Many cushion manufacturers have begun using multiple media within a single cushion. For example a gel fluid cushion is very heavy and does not maintain any shape. As such, manufacturers may incorporate a stiffer foam base to provide the required cushion shape. The use of foam may also reduce the overall cushion weight.

Also some manufacturers combine air and foam. The air cushion is assumed to provide some protection for the skin and the foam is for positioning and stability.

You will also find some foam cushions that incorporate various thicknesses and/or densities of foam to provide comfort and positioning.


With all the choices that are available which is best? Not everyone will have the same priorities. Most people with a spinal cord injury will probably experience a decubitus ulcer sometime during their life.

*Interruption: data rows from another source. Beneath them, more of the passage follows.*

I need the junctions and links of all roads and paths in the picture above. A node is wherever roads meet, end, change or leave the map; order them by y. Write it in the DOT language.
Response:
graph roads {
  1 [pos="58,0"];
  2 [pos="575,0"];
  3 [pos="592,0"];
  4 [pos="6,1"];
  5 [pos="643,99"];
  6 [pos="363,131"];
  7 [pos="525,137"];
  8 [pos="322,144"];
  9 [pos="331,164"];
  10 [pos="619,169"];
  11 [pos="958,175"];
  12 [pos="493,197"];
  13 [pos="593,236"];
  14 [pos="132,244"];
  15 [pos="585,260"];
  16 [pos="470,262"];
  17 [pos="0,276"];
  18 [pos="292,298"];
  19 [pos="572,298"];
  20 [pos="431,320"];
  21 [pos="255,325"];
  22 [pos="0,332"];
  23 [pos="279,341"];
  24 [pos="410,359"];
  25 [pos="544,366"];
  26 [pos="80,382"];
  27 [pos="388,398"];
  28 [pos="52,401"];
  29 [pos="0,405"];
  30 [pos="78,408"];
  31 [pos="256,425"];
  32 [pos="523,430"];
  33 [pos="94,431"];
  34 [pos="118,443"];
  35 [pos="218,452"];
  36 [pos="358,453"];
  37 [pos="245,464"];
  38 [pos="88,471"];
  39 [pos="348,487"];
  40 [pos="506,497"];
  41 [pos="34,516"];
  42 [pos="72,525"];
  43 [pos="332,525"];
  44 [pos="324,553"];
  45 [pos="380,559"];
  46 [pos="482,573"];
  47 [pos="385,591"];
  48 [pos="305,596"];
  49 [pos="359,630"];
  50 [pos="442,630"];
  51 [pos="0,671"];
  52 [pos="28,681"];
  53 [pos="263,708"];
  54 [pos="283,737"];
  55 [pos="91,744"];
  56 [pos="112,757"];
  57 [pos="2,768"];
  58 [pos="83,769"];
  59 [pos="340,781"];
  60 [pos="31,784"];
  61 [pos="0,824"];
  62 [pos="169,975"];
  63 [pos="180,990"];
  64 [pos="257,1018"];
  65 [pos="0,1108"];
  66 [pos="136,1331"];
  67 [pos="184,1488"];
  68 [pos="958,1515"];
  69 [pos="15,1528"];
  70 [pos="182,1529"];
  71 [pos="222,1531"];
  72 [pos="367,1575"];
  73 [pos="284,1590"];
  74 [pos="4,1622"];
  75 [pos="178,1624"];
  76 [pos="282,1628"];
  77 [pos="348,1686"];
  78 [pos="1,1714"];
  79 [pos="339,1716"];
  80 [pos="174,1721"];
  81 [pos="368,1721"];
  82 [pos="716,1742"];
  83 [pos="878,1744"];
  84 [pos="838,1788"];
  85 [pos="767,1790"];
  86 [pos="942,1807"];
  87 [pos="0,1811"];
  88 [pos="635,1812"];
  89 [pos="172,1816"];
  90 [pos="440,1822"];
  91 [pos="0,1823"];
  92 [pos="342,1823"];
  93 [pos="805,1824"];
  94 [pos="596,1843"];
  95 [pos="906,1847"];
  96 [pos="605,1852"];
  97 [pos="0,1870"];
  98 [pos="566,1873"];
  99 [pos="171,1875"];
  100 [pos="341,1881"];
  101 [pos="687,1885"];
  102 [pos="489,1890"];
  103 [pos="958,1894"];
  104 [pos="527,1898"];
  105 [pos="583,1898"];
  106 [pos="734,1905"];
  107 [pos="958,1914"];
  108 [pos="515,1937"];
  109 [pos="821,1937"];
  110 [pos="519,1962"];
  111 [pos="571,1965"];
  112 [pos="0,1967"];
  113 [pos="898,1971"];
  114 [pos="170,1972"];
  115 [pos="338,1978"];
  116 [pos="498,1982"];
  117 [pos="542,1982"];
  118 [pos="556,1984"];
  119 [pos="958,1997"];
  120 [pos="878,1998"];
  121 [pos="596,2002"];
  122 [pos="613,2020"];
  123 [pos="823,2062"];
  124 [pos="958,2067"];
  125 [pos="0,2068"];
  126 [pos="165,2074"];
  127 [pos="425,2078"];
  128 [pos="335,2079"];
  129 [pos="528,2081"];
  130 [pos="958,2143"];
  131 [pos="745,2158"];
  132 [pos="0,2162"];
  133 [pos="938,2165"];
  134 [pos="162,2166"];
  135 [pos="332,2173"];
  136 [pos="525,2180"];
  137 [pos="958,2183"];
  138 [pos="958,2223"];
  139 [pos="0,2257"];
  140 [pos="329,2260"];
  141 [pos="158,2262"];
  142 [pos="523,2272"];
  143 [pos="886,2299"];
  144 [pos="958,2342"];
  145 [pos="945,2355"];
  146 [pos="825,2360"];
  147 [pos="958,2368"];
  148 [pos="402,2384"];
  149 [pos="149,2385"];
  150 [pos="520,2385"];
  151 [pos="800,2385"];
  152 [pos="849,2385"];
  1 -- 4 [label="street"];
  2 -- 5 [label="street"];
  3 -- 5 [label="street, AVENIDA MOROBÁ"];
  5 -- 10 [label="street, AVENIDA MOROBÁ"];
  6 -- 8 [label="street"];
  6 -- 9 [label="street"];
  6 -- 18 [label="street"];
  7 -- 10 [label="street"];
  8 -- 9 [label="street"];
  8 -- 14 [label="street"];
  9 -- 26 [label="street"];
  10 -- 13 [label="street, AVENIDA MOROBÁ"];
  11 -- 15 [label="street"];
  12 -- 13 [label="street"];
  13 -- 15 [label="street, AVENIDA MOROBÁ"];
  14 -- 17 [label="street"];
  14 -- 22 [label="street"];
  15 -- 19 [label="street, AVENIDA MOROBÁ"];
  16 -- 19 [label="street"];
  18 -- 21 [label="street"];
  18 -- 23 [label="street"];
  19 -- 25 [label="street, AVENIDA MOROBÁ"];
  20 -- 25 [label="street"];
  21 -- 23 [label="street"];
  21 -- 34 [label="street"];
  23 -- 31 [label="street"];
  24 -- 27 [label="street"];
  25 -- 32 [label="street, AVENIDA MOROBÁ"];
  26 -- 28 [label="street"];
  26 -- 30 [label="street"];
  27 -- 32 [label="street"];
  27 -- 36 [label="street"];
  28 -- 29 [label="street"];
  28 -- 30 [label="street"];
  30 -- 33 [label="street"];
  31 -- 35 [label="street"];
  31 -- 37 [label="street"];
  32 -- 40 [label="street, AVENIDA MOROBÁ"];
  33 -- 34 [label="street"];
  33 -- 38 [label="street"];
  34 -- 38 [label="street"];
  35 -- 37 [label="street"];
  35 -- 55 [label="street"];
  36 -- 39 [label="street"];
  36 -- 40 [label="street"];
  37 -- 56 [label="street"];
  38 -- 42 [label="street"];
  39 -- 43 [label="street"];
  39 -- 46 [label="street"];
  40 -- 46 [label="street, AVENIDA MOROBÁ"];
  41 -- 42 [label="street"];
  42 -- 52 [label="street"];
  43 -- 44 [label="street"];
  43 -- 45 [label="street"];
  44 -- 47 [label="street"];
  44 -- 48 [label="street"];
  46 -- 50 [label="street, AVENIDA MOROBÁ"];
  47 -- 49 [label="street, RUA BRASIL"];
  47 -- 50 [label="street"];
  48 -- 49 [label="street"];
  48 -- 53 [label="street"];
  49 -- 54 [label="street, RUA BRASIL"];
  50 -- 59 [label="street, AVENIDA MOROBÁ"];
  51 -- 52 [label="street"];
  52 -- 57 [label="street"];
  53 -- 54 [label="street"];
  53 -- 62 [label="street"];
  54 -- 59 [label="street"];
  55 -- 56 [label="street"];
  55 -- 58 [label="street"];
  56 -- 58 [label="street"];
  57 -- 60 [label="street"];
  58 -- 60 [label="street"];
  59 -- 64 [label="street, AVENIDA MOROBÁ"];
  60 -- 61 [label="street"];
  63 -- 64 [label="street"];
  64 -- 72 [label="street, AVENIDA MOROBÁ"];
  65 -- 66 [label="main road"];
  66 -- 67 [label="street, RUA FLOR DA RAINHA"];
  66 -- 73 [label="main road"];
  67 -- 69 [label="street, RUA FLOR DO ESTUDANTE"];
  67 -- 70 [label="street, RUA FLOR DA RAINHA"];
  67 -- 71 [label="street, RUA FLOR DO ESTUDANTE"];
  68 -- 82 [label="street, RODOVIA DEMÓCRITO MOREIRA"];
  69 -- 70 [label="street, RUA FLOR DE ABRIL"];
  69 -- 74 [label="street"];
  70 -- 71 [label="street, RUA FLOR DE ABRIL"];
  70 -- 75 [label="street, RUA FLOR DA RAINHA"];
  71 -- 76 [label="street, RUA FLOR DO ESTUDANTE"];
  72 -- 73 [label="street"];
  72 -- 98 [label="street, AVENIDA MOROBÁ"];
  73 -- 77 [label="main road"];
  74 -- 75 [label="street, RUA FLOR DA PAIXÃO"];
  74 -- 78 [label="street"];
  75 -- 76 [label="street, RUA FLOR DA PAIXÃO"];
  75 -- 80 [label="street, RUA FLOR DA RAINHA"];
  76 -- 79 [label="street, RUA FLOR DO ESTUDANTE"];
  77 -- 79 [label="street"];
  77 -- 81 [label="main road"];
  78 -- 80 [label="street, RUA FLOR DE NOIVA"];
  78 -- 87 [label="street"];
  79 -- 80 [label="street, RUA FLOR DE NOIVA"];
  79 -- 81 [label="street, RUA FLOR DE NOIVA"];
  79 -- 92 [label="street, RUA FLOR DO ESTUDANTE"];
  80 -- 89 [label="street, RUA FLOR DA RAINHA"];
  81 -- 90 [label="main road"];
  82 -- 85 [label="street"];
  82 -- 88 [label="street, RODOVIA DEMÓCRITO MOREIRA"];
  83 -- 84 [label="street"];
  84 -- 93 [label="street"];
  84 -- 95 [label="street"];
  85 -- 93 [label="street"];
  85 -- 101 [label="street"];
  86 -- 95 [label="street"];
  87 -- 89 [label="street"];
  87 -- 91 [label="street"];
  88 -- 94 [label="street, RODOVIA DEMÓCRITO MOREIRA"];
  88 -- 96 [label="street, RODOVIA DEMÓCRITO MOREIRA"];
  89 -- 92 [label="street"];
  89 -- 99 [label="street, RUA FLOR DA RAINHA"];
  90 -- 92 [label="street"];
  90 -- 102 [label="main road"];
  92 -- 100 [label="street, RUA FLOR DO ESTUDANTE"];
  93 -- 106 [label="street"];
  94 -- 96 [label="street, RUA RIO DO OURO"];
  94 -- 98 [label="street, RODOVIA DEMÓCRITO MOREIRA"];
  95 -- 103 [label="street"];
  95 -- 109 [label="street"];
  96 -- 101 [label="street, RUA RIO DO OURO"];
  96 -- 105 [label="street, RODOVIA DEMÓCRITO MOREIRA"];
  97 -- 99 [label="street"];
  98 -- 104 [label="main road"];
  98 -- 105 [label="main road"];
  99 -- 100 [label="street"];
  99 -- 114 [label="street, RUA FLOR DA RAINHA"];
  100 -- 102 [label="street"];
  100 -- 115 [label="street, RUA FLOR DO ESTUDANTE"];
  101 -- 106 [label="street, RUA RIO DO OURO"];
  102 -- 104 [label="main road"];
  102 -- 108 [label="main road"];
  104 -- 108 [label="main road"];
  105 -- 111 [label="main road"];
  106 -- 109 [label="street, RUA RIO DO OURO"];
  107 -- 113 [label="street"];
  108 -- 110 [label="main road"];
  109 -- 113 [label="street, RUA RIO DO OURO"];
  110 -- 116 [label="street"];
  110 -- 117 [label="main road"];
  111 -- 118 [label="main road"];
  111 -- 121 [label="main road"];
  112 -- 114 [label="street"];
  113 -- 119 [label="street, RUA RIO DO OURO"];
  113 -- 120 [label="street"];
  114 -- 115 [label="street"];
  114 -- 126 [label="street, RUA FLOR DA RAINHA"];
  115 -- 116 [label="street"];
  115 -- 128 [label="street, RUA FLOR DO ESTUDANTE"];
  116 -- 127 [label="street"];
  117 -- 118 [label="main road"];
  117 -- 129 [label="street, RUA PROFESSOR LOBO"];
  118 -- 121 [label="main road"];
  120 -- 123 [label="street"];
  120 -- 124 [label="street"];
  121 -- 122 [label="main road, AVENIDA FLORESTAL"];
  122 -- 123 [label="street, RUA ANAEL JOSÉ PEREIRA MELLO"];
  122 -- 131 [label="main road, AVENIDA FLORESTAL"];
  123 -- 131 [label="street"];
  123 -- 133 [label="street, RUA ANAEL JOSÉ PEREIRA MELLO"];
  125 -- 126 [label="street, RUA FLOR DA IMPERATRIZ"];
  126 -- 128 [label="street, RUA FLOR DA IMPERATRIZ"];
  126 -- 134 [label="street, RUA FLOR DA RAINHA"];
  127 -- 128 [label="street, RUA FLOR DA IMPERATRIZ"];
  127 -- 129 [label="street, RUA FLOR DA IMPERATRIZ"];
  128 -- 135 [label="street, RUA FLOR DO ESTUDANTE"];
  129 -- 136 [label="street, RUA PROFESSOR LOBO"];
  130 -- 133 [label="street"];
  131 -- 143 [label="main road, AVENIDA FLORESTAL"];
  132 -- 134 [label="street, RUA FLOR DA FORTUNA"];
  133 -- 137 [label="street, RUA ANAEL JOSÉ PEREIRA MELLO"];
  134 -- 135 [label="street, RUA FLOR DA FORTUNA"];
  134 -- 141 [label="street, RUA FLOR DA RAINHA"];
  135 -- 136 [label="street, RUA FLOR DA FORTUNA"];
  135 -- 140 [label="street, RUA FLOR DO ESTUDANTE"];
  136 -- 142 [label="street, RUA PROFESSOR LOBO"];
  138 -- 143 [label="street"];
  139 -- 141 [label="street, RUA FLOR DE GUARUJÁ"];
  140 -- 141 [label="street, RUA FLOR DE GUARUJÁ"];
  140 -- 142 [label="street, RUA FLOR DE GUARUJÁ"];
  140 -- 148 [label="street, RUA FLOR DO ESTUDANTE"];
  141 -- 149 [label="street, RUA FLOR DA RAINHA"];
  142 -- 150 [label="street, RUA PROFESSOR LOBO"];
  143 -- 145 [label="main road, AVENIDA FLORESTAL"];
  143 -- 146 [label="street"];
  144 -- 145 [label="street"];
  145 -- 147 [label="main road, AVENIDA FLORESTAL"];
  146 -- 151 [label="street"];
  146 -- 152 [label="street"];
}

As such, skin protection will definitely be a priority. But that may not be the only priority. For those with a higher level of spinal cord injury that do not have any trunk control, positioning and stability will also be important. Therefore, one needs to identify a cushion that can provide both protection and stable positioning.

For someone with cerebral palsy, skin protection may not be the major issue but positioning and stability are still required.

For all users, it is important that they experience effective pressure distribution without hitting bottom on the cushion. Hitting bottom on a cushion will first make the client uncomfortable as there will be continuous pressure against their pressure points (most commonly the ischial tuberosity’s and/or coccyx). Continuous pressure against ones pressure points may eventually cause pressure wounds to form. Dry polymer cushions that incorporate the buckling column design do not bottom out at any weight.

The goal of all the choices among the various cushion types is to provide seating specialists with a large arsenal of potential solutions for their clients – all with varying individualized needs.



Pelvic Contour assists with positioning/Stability Good Better Better Better Best
Weight Limit Yes Yes Yes Yes No
Bottom Out Yes Yes Yes Yes No
Relief for Ischial Tuberosity’s Good Better Better Good Best
Relief for the Coccyx Good Better Better Good Best
Temperature Neutral Poor Good Good Poor Best
Aids in Protection against Pressure Wounds Good Better Better Good Best
Helps Existing Pressure Wounds to Heal Good Better Better Good Best
Extended durability that includes full resiliency Poor Better Better Good Best
Buckling Column Design None None None None Yes

Despite all the cushion choices available, one has to match the various characteristics of a cushion with the priorities of the user. Some cushions perform better than others. The most important criteria is to match the user’s needs with the cushion that best meets those needs.